# Central Machinery Router Table



## honesttjohn (Jan 27, 2015)

I know the knock on Harbor Freight and their low end quality issues. But on some things it doesn't really matter. Like the 6" bench grinder with light for $40 I picked up. A grinder is a grinder.

Anyway, they have a router table with the guides AND the router for $200. Worth it or not????

I know a lot of their stuff is made in the same factories that the name brand's are. Only difference is color and the stickers. But the basic construction is exactly the same.

HJ

Retired. Gotta watch the budget. Wife is stingy with the allowance.


----------



## MT Stringer (Jul 21, 2009)

Buy the router separately and build your own stinkin' table. It will be much better than what you are looking at. I had the router/table combo. The table was too small for my taste, the fence was junk, and the router was hard wired to the ON/OFF paddle switch.

It worked OK. I soon sold it and upgraded...and never looked back.

Good luck.
Mike


----------



## ryan50hrl (Jun 30, 2012)

I would pass....it get's pretty poor reviews (and alot of them)....looks under powered as well at only 750 watts....

I'm all for good buys, and I do shop at Harbor Freight from time to time.....but this one i'd pass on.


----------



## honesttjohn (Jan 27, 2015)

I think you guys are right.

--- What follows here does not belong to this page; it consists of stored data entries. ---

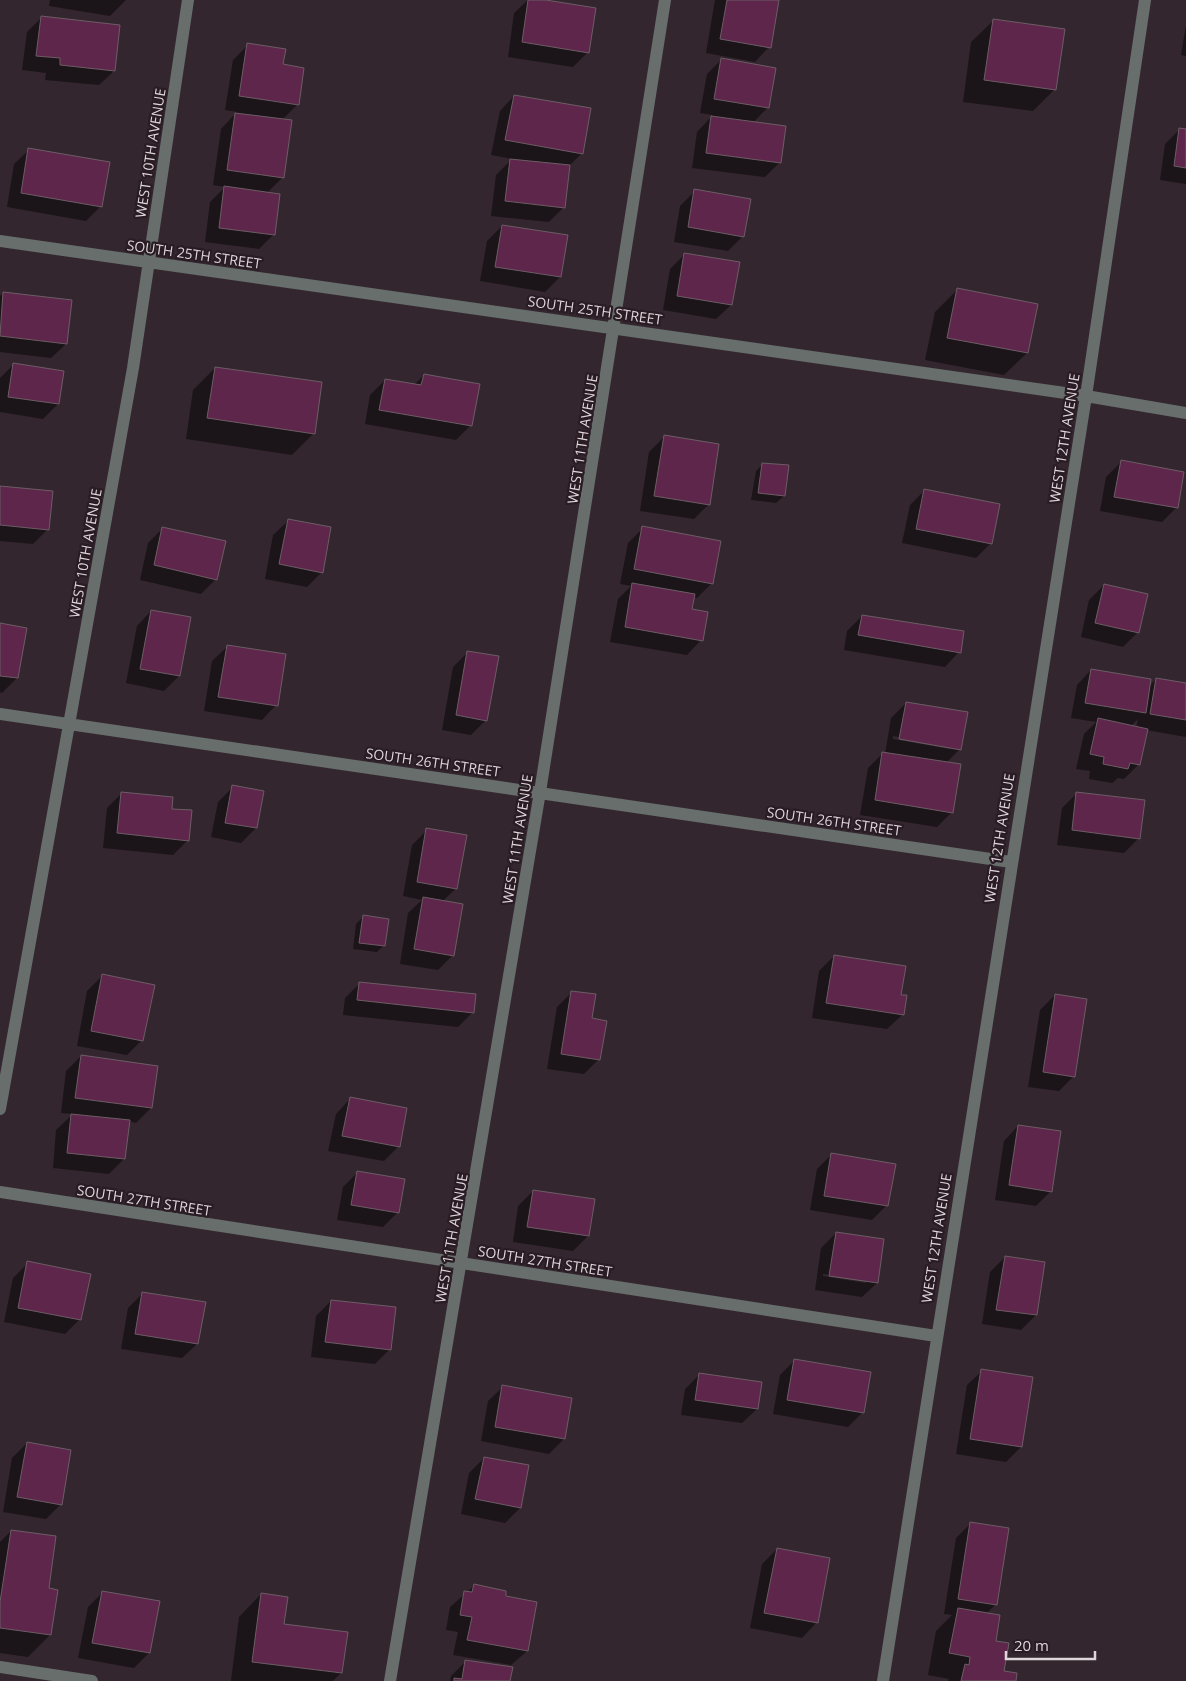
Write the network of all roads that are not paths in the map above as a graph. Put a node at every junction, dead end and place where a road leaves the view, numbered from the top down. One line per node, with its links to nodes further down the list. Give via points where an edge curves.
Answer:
1 (188, 0): 5 (street, WEST 10TH AVENUE)
2 (665, 0): 6 (street, WEST 11TH AVENUE)
3 (1145, 0): 7 (street, WEST 12TH AVENUE)
4 (0, 241): 5 (street, SOUTH 25TH STREET)
5 (149, 264): 6 (street, SOUTH 25TH STREET); 10 (street, WEST 10TH AVENUE)
6 (615, 328): 7 (street, SOUTH 25TH STREET); 11 (street, WEST 11TH AVENUE)
7 (1086, 396): 8 (street, SOUTH 25TH STREET); 12 (street, WEST 12TH AVENUE)
8 (1186, 413)
9 (0, 714): 10 (street, SOUTH 26TH STREET)
10 (69, 726): 11 (street, SOUTH 26TH STREET); 13 (street, WEST 10TH AVENUE)
11 (540, 792): 12 (street, SOUTH 26TH STREET); 15 (street, WEST 11TH AVENUE)
12 (1011, 862): 16 (street, WEST 12TH AVENUE)
13 (0, 1108)
14 (0, 1192): 15 (street, SOUTH 27TH STREET)
15 (462, 1264): 16 (street, SOUTH 27TH STREET); 19 (street, WEST 11TH AVENUE)
16 (936, 1336): 20 (street, WEST 12TH AVENUE)
17 (0, 1667): 18 (street)
18 (92, 1681)
19 (390, 1681)
20 (883, 1681)

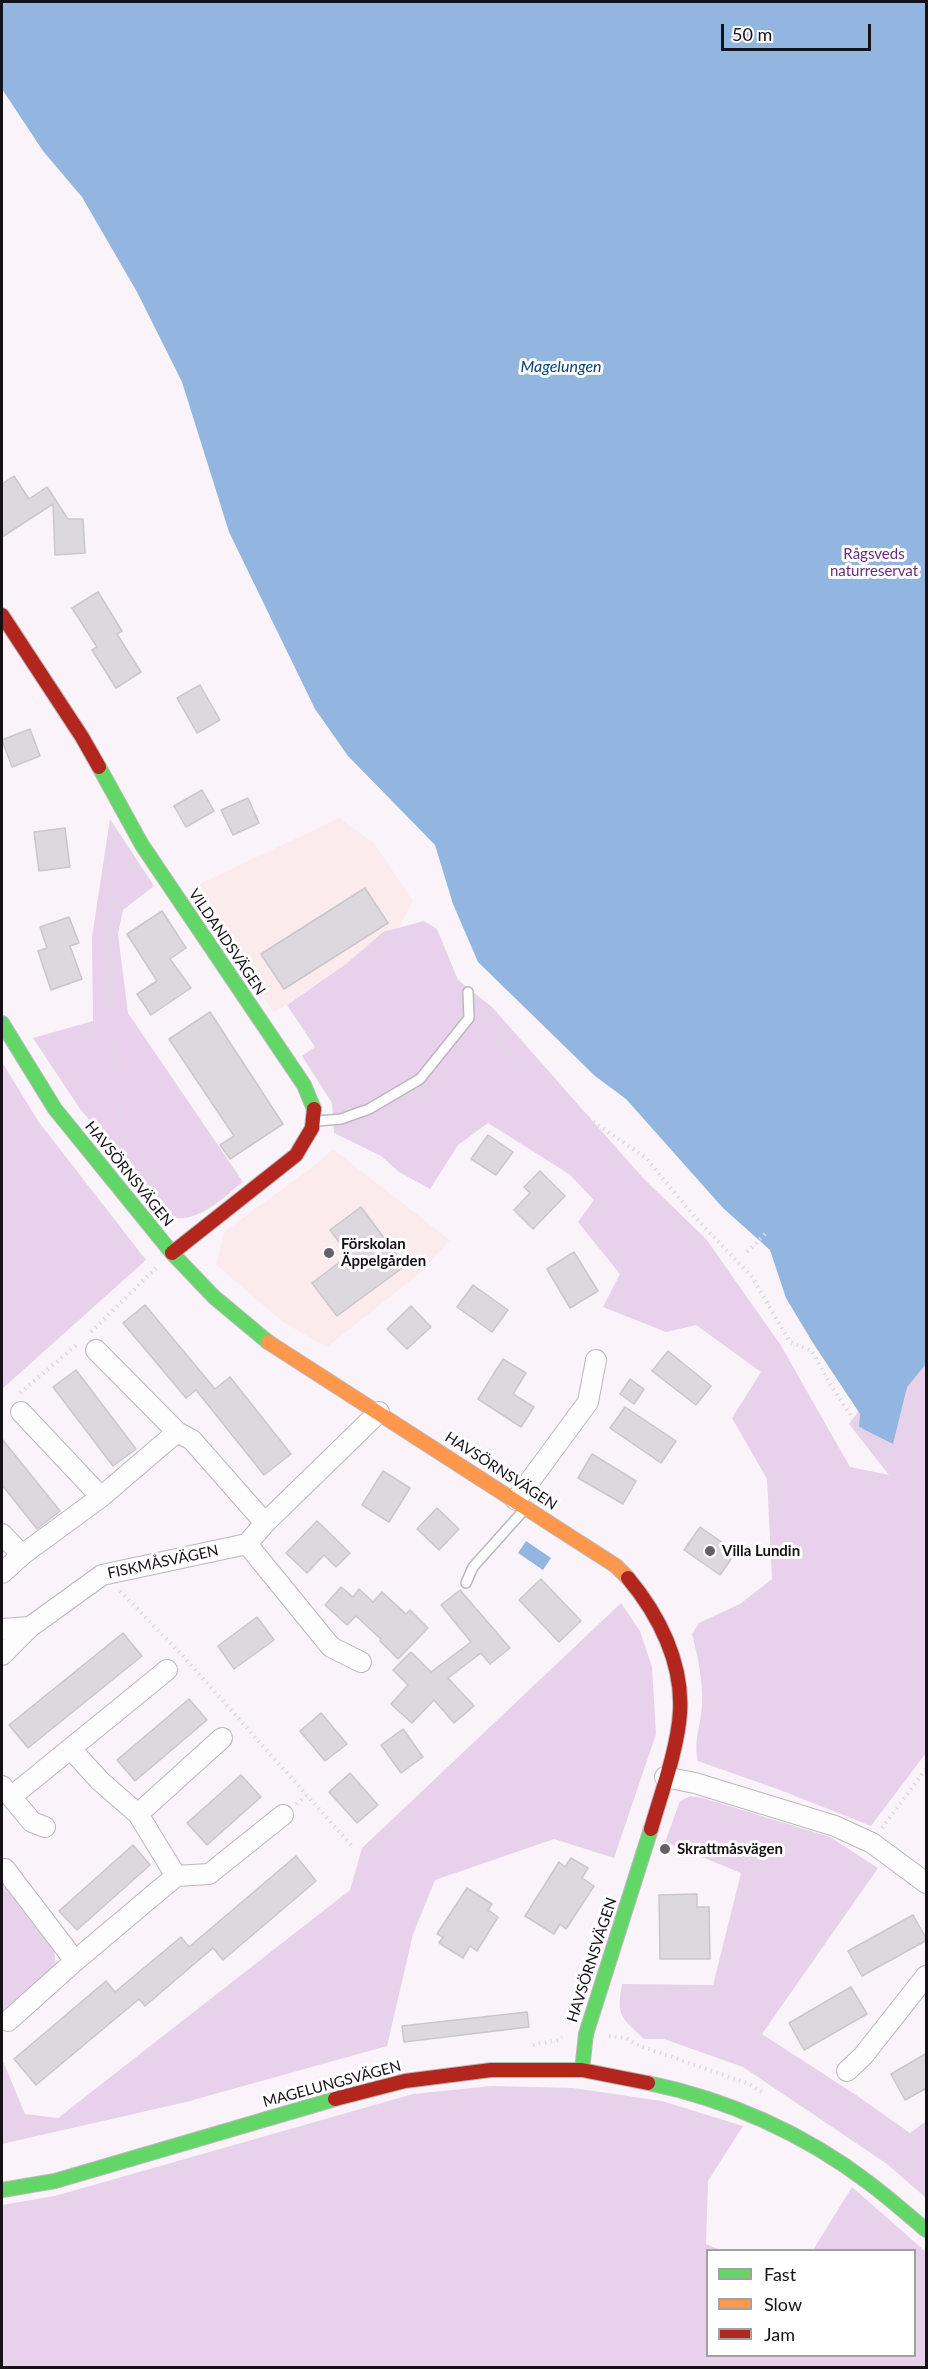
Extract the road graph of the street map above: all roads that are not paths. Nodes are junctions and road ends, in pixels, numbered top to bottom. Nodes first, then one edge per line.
1 (2, 615) edge
2 (468, 992) dead end
3 (2, 1023) edge
4 (315, 1121) junction
5 (172, 1253) junction
6 (96, 1350) dead end
7 (596, 1360) dead end
8 (21, 1412) dead end
9 (379, 1412) junction
10 (177, 1432) junction
11 (101, 1497) junction
12 (522, 1503) junction
13 (266, 1523) junction
14 (2, 1534) edge
15 (247, 1544) junction
16 (22, 1556) junction
17 (2, 1573) edge
18 (466, 1583) dead end
19 (30, 1627) junction
20 (2, 1629) edge
21 (2, 1655) edge
22 (361, 1662) dead end
23 (167, 1670) dead end
24 (222, 1738) dead end
25 (71, 1749) junction
26 (665, 1777) junction
27 (6, 1792) edge
28 (138, 1815) junction
29 (283, 1815) dead end
30 (45, 1827) dead end
31 (5, 1869) dead end
32 (176, 1876) junction
33 (927, 1883) edge
34 (75, 1960) junction
35 (927, 1976) edge
36 (8, 2021) dead end
37 (582, 2070) junction
38 (847, 2072) dead end
39 (2, 2190) edge
40 (927, 2230) edge

1 - 4 street, VILDANDSVÄGEN
2 - 4 lane
3 - 5 street, HAVSÖRNSVÄGEN
4 - 5 street
5 - 9 street, HAVSÖRNSVÄGEN
6 - 10 street
7 - 12 street
8 - 11 street
9 - 12 street, HAVSÖRNSVÄGEN
9 - 13 street
10 - 11 street
10 - 13 street
11 - 16 street
12 - 18 lane
12 - 26 street, HAVSÖRNSVÄGEN
13 - 15 street
14 - 16 street
15 - 19 street, FISKMÅSVÄGEN
15 - 22 street
16 - 17 street
19 - 20 street
19 - 21 street, FISKMÅSVÄGEN
23 - 25 street
24 - 28 street
25 - 27 street
25 - 28 street
26 - 33 street
26 - 37 street, HAVSÖRNSVÄGEN
27 - 30 street
28 - 32 street
29 - 32 street
31 - 34 street
32 - 34 street
34 - 36 street
35 - 38 street
37 - 39 street, MAGELUNGSVÄGEN
37 - 40 street, MAGELUNGSVÄGEN

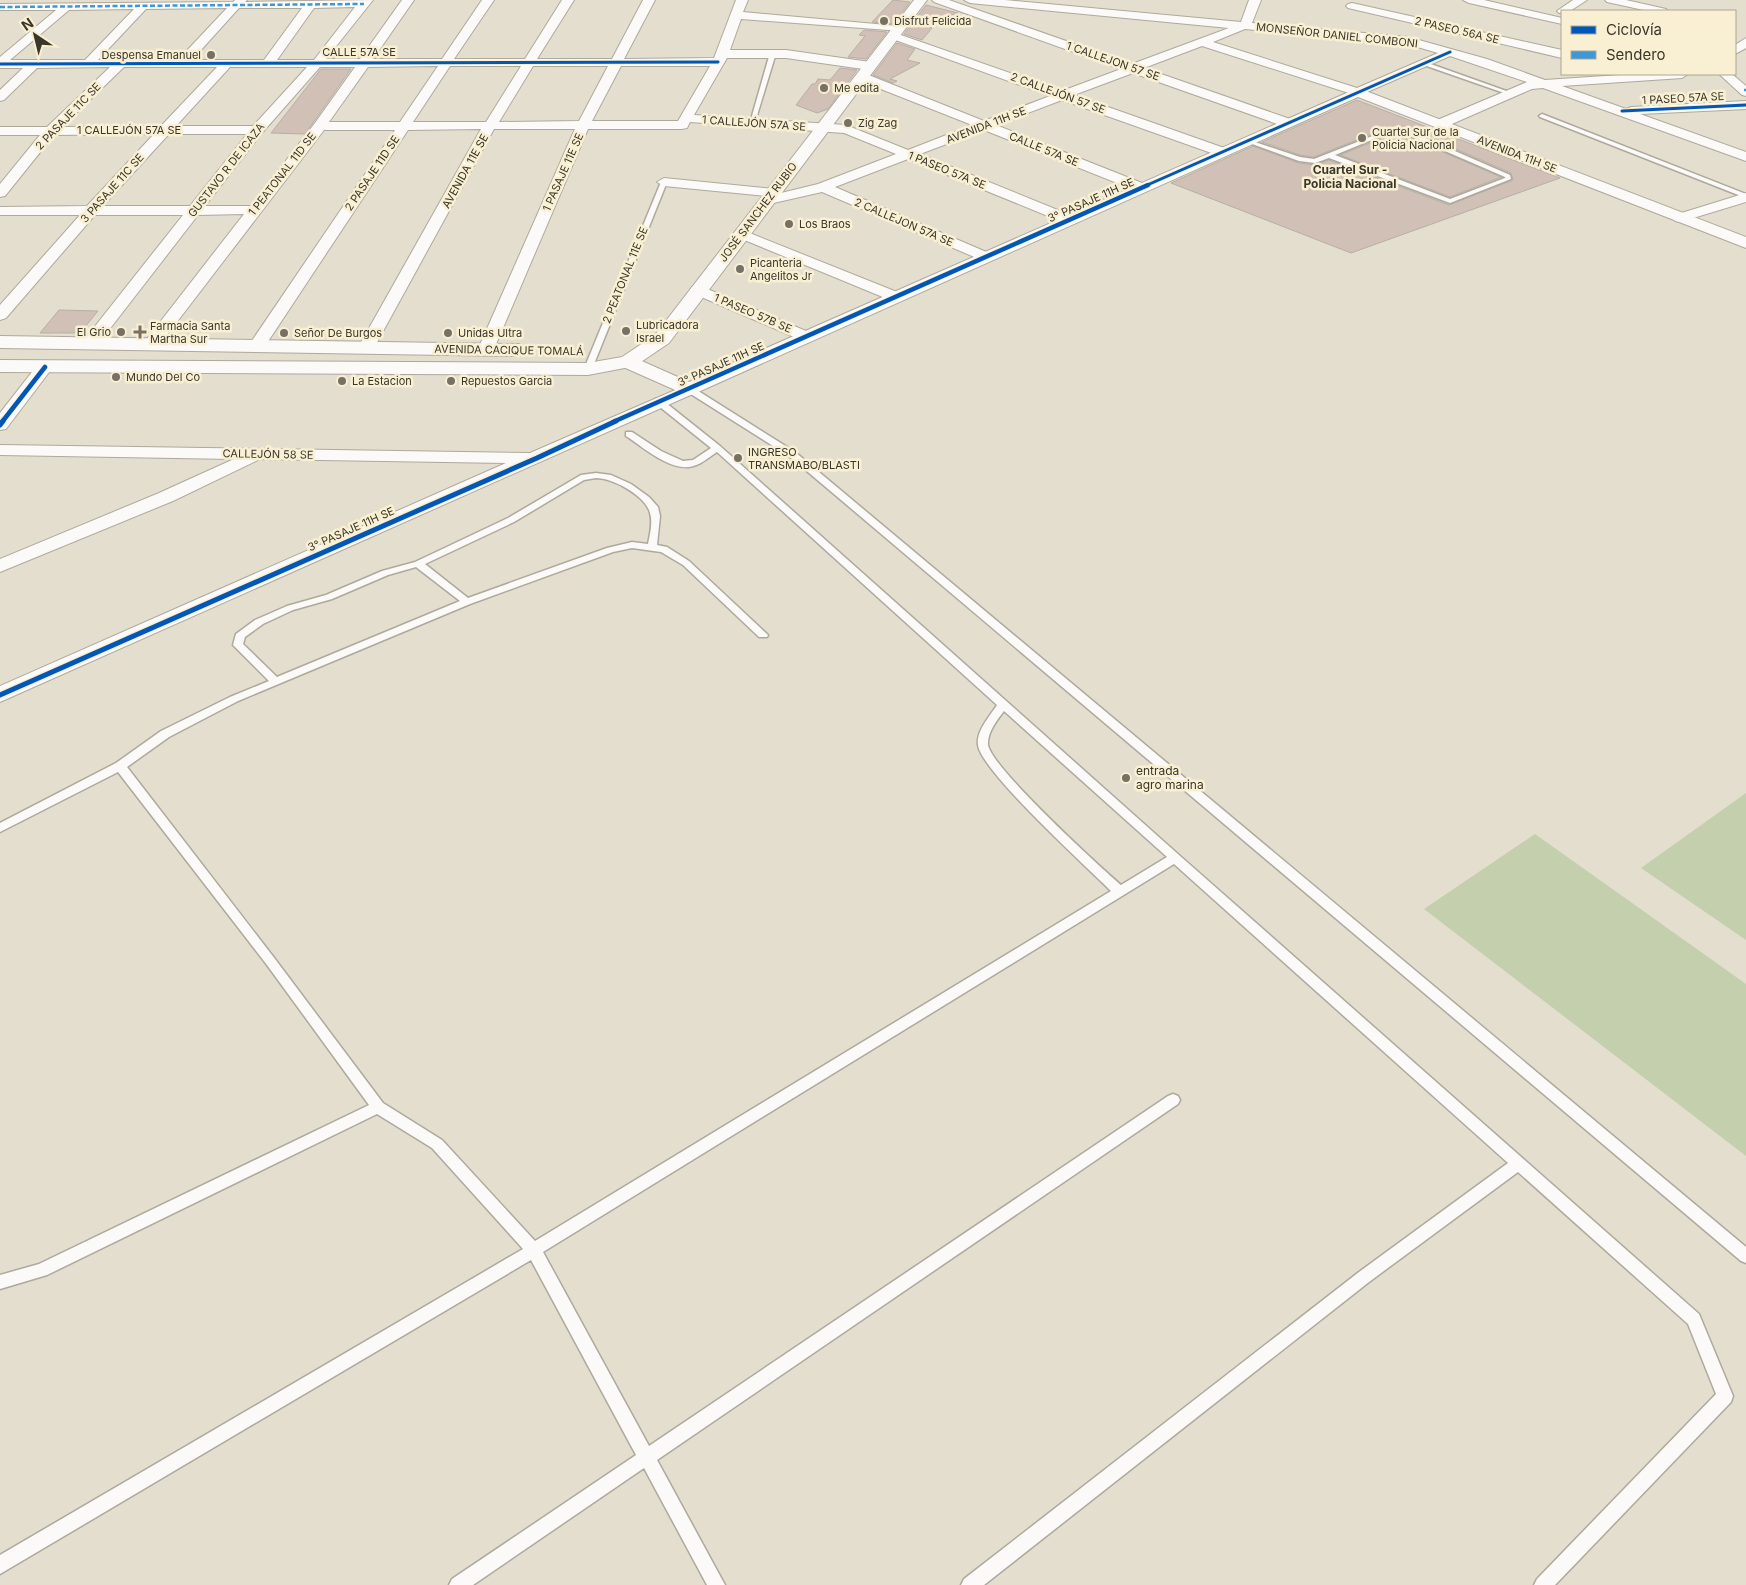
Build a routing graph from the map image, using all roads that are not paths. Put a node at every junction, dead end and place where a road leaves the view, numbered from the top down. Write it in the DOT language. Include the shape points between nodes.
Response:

Home Depot has a 2 horse Ridgid for $179. I can make up some guides with some scrap, clamps, and my table saw fence until I get a table of some kind, either homemade or adapted from something from an estate or garage sale.

Anybody got a picture or plans of their table???

Thanx for setting me straight!!!

HJ

Such a thing as going too cheap


----------



## Alchymist (Jan 2, 2011)

Link to the one I did:

http://www.woodworkingtalk.com/f12/progress-report-router-table-64135/


----------



## honesttjohn (Jan 27, 2015)

Just got back from HD with the Ridgid 2 horser, along with a couple of Diablo dovetail bits and a cheap set of Ryobi bits to get me by til I see what I really need, and a couple of other "necessities."

They got a 15g angular nailer for $169 that would fit real good in my shop. Already got the compressor. Next month's project.

HJ

Getting in trouble with the Mrs


----------



## honesttjohn (Jan 27, 2015)

Probably a good thing I got the new router (2 hp Ridgid). I think it's pretty neat. I dug out the old BD portable table and 5/8 hp BD (model 7600) router and was trying to see what I would need to get them working again. OBSOLETE was the only thing I could find. No parts or manuals available! But they did list the router price as being $62 MSRP when it was being sold. Think I bought it at Builders Square. 

HJ

Showing my age.


----------



## MrZ2u (Feb 1, 2015)

Now that its too late (but not really given the return policy) let me suggest to you this router and tell you why. Its the same size as the porter cable (which is kind of the industry standard.) Its base place takes the Porter Cable size bushings. It uses the same collets as typical Bosch so you wont get left out with Craftsman proprietary as they are prone to do. It comes with 1/4th and 1/2 inch as well...and its cheaper.

http://www.craftsman.com/craftsman-...p-00902768000P?prdNo=3&blockNo=3&blockType=G3 

I love the LSA with Ridgid and I own quite a few oranges. I have their trim router and love it but for the full size having that Porter Cable commonality in motor size and plate hole is really great!

If you are a vet then Sears will give you a discount as well...most times anyway. 10% generally.


----------